## Work to be completed
The word "name" turns up on some lines of this data; say how many, and give no other text.

##### Provided records #####

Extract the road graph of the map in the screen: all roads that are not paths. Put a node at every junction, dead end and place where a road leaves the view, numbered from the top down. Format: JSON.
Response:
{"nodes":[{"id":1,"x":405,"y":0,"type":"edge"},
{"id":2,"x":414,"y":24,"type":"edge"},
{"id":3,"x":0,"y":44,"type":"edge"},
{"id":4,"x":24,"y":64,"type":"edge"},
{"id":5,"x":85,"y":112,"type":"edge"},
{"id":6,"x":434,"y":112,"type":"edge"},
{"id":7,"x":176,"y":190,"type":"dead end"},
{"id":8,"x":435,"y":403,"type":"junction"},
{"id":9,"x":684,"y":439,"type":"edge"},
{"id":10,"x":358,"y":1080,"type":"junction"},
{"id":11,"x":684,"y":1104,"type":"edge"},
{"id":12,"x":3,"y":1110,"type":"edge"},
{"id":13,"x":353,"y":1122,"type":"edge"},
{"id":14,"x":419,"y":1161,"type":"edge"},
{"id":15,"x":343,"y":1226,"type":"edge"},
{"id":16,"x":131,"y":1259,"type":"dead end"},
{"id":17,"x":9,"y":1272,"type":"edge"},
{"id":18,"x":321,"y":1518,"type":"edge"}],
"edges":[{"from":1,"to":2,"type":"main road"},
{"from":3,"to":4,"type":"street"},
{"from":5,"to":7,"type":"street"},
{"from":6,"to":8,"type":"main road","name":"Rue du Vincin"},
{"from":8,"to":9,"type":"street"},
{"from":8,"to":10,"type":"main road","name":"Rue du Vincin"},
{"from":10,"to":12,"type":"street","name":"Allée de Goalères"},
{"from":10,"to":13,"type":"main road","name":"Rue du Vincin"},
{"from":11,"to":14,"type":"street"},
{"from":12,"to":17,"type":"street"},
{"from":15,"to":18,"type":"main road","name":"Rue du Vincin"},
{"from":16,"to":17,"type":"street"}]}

#####

## Result for this exercise
5